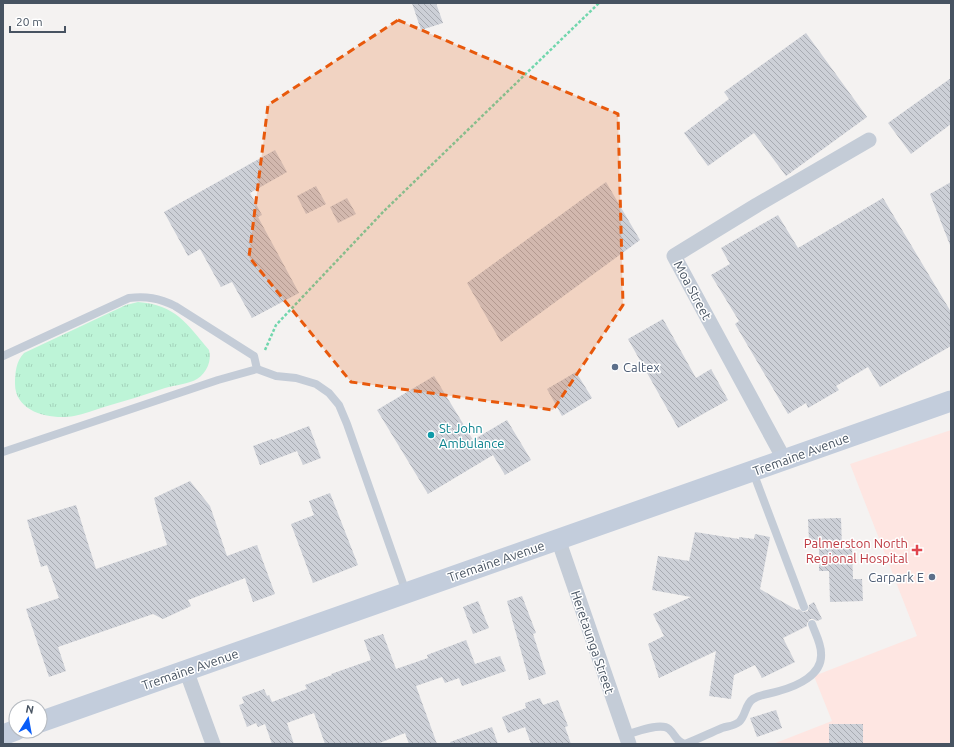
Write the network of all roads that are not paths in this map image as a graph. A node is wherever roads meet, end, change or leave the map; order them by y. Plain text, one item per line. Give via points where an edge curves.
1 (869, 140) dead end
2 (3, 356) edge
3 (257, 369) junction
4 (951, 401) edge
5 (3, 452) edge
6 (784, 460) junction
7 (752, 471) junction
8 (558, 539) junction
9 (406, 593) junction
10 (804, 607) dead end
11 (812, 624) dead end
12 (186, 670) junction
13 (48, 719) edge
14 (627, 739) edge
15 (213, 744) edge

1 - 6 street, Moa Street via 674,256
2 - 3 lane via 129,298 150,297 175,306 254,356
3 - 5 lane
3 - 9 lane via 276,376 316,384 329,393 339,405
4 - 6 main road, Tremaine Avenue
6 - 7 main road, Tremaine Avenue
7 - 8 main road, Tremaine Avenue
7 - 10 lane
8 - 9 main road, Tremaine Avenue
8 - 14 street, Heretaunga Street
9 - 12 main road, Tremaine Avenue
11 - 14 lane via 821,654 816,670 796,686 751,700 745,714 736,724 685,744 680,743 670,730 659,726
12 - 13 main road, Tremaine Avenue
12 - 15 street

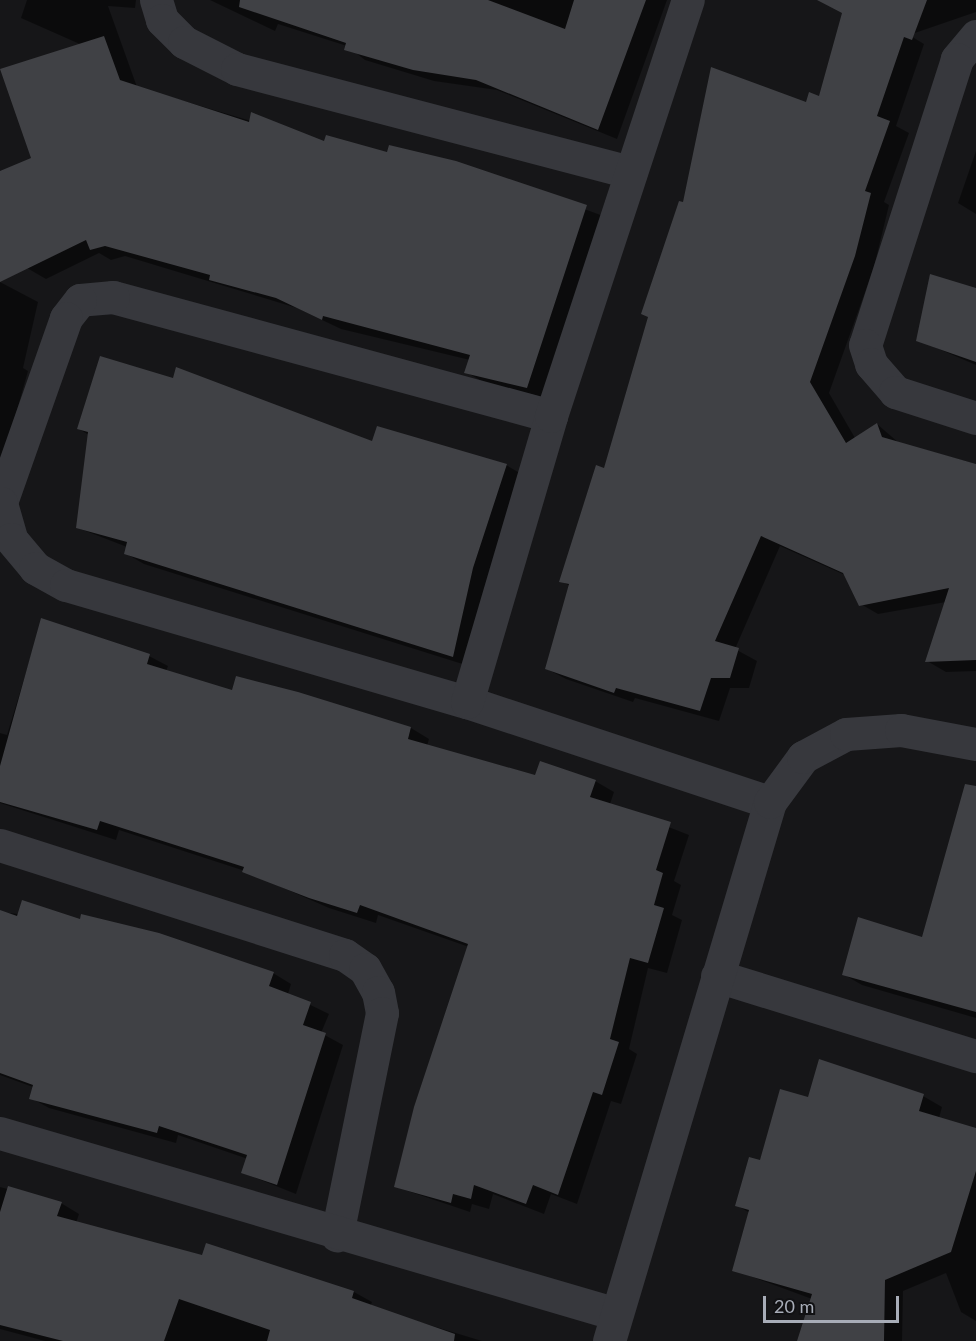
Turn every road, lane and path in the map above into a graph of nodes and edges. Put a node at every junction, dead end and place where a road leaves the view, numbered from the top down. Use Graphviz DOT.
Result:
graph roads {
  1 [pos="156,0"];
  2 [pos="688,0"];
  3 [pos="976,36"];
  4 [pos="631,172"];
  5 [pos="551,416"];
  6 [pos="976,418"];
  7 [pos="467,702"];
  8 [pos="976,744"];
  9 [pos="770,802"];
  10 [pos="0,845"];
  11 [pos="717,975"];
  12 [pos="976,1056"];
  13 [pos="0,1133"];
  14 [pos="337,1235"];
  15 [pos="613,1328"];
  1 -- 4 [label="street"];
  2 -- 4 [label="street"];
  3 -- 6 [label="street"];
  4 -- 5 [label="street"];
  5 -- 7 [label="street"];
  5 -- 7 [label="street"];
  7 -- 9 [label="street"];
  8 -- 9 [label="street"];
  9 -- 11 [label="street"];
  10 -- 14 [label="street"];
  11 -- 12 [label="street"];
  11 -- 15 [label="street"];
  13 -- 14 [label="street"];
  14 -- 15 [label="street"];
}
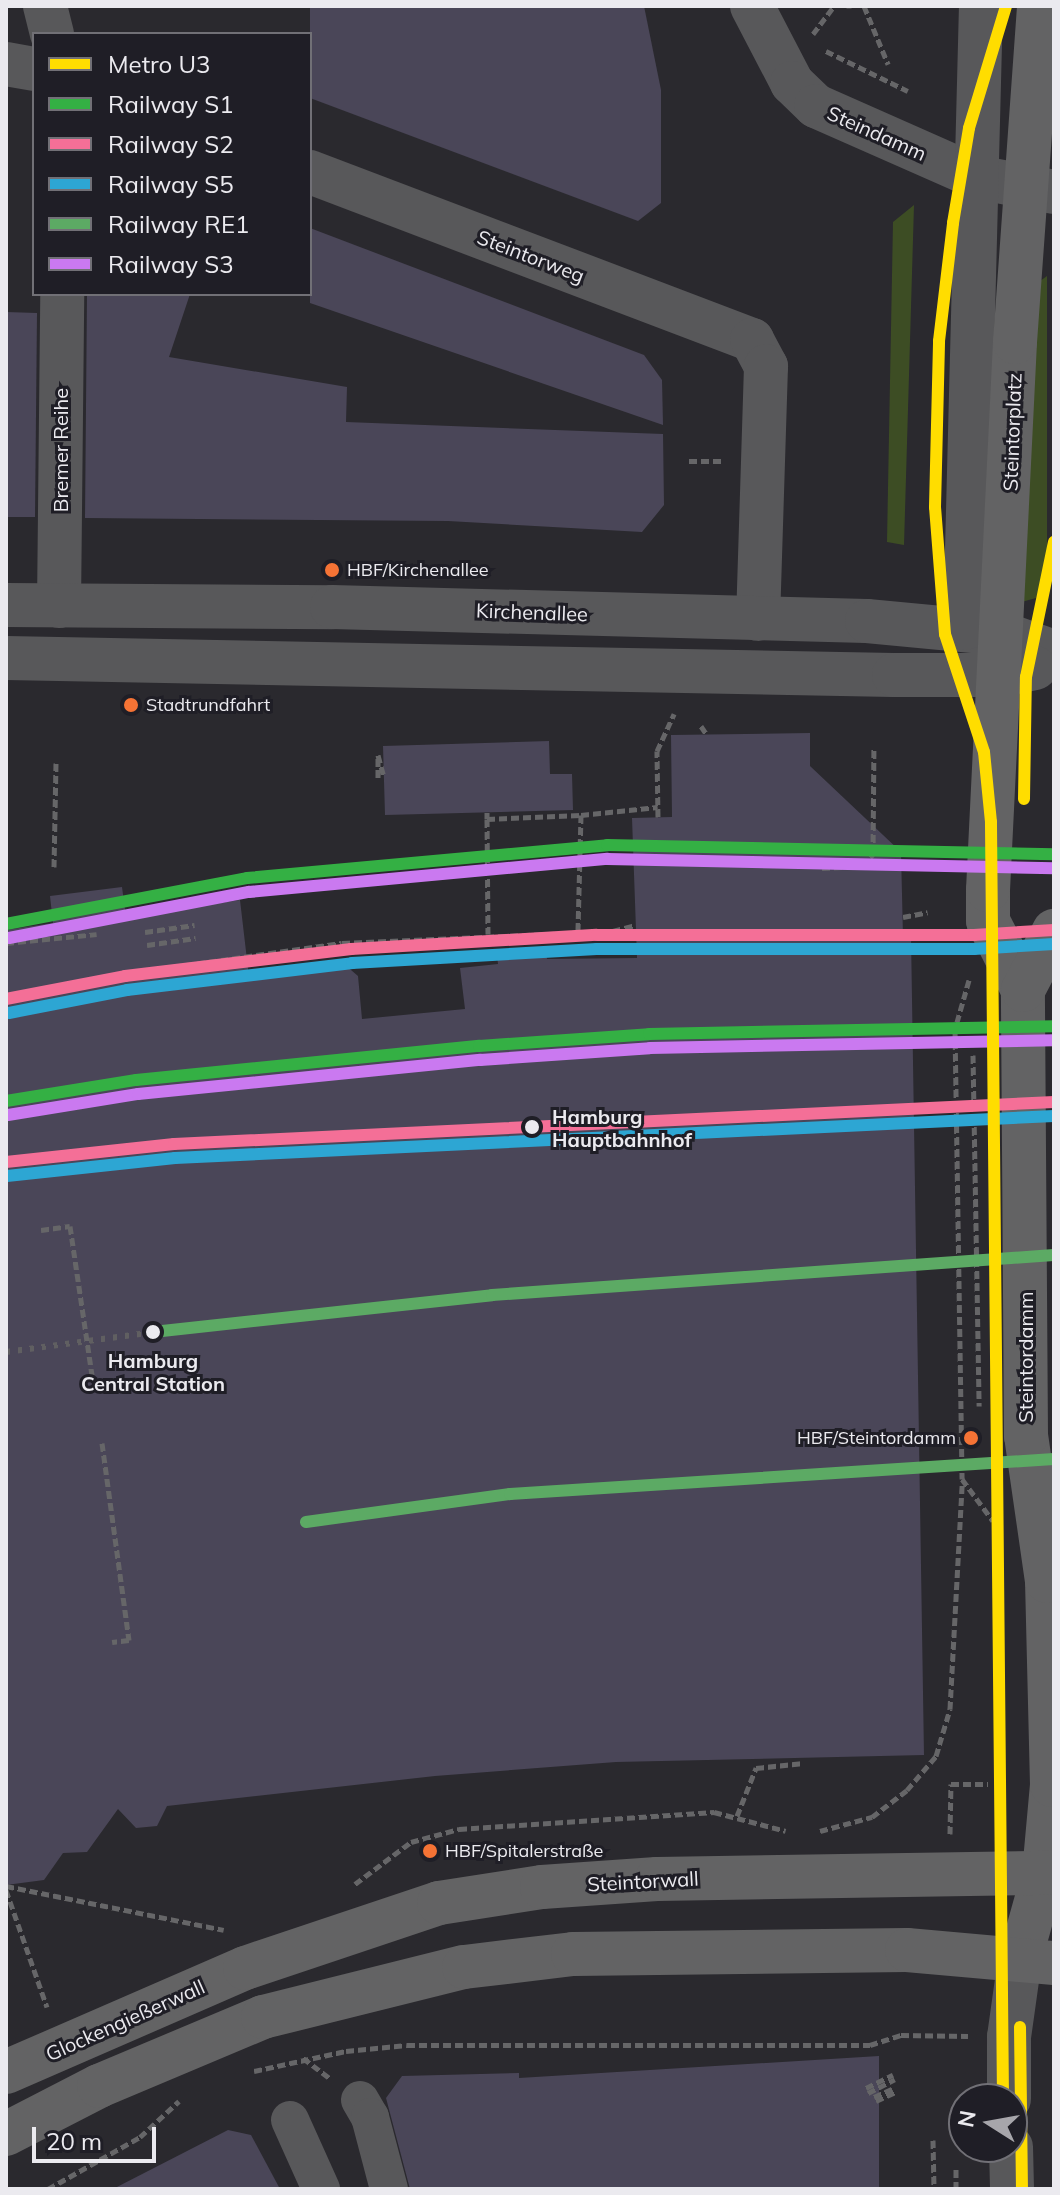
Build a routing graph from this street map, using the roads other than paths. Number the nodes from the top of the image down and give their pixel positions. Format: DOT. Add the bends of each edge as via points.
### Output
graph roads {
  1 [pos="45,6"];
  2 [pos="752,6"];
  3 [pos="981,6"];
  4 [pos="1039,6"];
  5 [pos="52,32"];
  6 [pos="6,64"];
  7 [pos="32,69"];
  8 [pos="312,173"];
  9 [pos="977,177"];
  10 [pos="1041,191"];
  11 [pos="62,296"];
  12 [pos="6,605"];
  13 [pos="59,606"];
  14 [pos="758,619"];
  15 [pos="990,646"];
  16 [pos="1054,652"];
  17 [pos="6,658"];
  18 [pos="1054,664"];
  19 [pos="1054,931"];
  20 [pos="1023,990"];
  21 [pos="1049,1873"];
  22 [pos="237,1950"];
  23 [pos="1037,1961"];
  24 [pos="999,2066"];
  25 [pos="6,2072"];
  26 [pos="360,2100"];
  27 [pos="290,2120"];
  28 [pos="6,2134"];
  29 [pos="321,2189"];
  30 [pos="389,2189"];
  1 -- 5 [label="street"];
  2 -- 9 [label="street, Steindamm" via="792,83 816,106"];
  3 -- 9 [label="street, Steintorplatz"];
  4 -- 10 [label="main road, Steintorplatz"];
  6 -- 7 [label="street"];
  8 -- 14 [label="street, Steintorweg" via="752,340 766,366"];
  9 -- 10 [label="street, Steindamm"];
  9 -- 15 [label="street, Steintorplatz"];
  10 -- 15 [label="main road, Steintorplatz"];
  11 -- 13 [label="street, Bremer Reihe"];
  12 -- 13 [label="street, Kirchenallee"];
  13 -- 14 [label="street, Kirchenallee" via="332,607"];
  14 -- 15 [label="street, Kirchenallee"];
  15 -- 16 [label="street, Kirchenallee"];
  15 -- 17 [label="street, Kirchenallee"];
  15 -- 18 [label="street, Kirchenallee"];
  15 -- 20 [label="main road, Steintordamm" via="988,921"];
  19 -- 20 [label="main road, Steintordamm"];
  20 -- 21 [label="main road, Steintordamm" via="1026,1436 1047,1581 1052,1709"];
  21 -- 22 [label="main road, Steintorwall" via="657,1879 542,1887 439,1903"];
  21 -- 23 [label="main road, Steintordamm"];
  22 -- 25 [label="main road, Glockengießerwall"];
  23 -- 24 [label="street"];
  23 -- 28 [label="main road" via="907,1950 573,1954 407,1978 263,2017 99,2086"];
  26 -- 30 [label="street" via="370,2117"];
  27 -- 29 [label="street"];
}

········

DIRECTIONS:
Repeat, word for word, each of the records, omitting any image they hold.

EXPECTED ANSWER:
Write the network of all roads that are not paths in this map image as a graph. A node is wherever roads meet, end, change or leave the map; order them by y. Plain text, one item per line. Give via points where an edge curves.
1 (869, 140) dead end
2 (3, 356) edge
3 (257, 369) junction
4 (951, 401) edge
5 (3, 452) edge
6 (784, 460) junction
7 (752, 471) junction
8 (558, 539) junction
9 (406, 593) junction
10 (804, 607) dead end
11 (812, 624) dead end
12 (186, 670) junction
13 (48, 719) edge
14 (627, 739) edge
15 (213, 744) edge

1 - 6 street, Moa Street via 674,256
2 - 3 lane via 129,298 150,297 175,306 254,356
3 - 5 lane
3 - 9 lane via 276,376 316,384 329,393 339,405
4 - 6 main road, Tremaine Avenue
6 - 7 main road, Tremaine Avenue
7 - 8 main road, Tremaine Avenue
7 - 10 lane
8 - 9 main road, Tremaine Avenue
8 - 14 street, Heretaunga Street
9 - 12 main road, Tremaine Avenue
11 - 14 lane via 821,654 816,670 796,686 751,700 745,714 736,724 685,744 680,743 670,730 659,726
12 - 13 main road, Tremaine Avenue
12 - 15 street

Turn every road, lane and path in the map above into a graph of nodes and edges. Put a node at every junction, dead end and place where a road leaves the view, numbered from the top down. Use Graphviz DOT.
Result:
graph roads {
  1 [pos="156,0"];
  2 [pos="688,0"];
  3 [pos="976,36"];
  4 [pos="631,172"];
  5 [pos="551,416"];
  6 [pos="976,418"];
  7 [pos="467,702"];
  8 [pos="976,744"];
  9 [pos="770,802"];
  10 [pos="0,845"];
  11 [pos="717,975"];
  12 [pos="976,1056"];
  13 [pos="0,1133"];
  14 [pos="337,1235"];
  15 [pos="613,1328"];
  1 -- 4 [label="street"];
  2 -- 4 [label="street"];
  3 -- 6 [label="street"];
  4 -- 5 [label="street"];
  5 -- 7 [label="street"];
  5 -- 7 [label="street"];
  7 -- 9 [label="street"];
  8 -- 9 [label="street"];
  9 -- 11 [label="street"];
  10 -- 14 [label="street"];
  11 -- 12 [label="street"];
  11 -- 15 [label="street"];
  13 -- 14 [label="street"];
  14 -- 15 [label="street"];
}
Build a routing graph from this street map, using the roads other than paths. Number the nodes from the top of the image down and give their pixel positions. Format: DOT. Add the bends of each edge as via points.
### Output
graph roads {
  1 [pos="45,6"];
  2 [pos="752,6"];
  3 [pos="981,6"];
  4 [pos="1039,6"];
  5 [pos="52,32"];
  6 [pos="6,64"];
  7 [pos="32,69"];
  8 [pos="312,173"];
  9 [pos="977,177"];
  10 [pos="1041,191"];
  11 [pos="62,296"];
  12 [pos="6,605"];
  13 [pos="59,606"];
  14 [pos="758,619"];
  15 [pos="990,646"];
  16 [pos="1054,652"];
  17 [pos="6,658"];
  18 [pos="1054,664"];
  19 [pos="1054,931"];
  20 [pos="1023,990"];
  21 [pos="1049,1873"];
  22 [pos="237,1950"];
  23 [pos="1037,1961"];
  24 [pos="999,2066"];
  25 [pos="6,2072"];
  26 [pos="360,2100"];
  27 [pos="290,2120"];
  28 [pos="6,2134"];
  29 [pos="321,2189"];
  30 [pos="389,2189"];
  1 -- 5 [label="street"];
  2 -- 9 [label="street, Steindamm" via="792,83 816,106"];
  3 -- 9 [label="street, Steintorplatz"];
  4 -- 10 [label="main road, Steintorplatz"];
  6 -- 7 [label="street"];
  8 -- 14 [label="street, Steintorweg" via="752,340 766,366"];
  9 -- 10 [label="street, Steindamm"];
  9 -- 15 [label="street, Steintorplatz"];
  10 -- 15 [label="main road, Steintorplatz"];
  11 -- 13 [label="street, Bremer Reihe"];
  12 -- 13 [label="street, Kirchenallee"];
  13 -- 14 [label="street, Kirchenallee" via="332,607"];
  14 -- 15 [label="street, Kirchenallee"];
  15 -- 16 [label="street, Kirchenallee"];
  15 -- 17 [label="street, Kirchenallee"];
  15 -- 18 [label="street, Kirchenallee"];
  15 -- 20 [label="main road, Steintordamm" via="988,921"];
  19 -- 20 [label="main road, Steintordamm"];
  20 -- 21 [label="main road, Steintordamm" via="1026,1436 1047,1581 1052,1709"];
  21 -- 22 [label="main road, Steintorwall" via="657,1879 542,1887 439,1903"];
  21 -- 23 [label="main road, Steintordamm"];
  22 -- 25 [label="main road, Glockengießerwall"];
  23 -- 24 [label="street"];
  23 -- 28 [label="main road" via="907,1950 573,1954 407,1978 263,2017 99,2086"];
  26 -- 30 [label="street" via="370,2117"];
  27 -- 29 [label="street"];
}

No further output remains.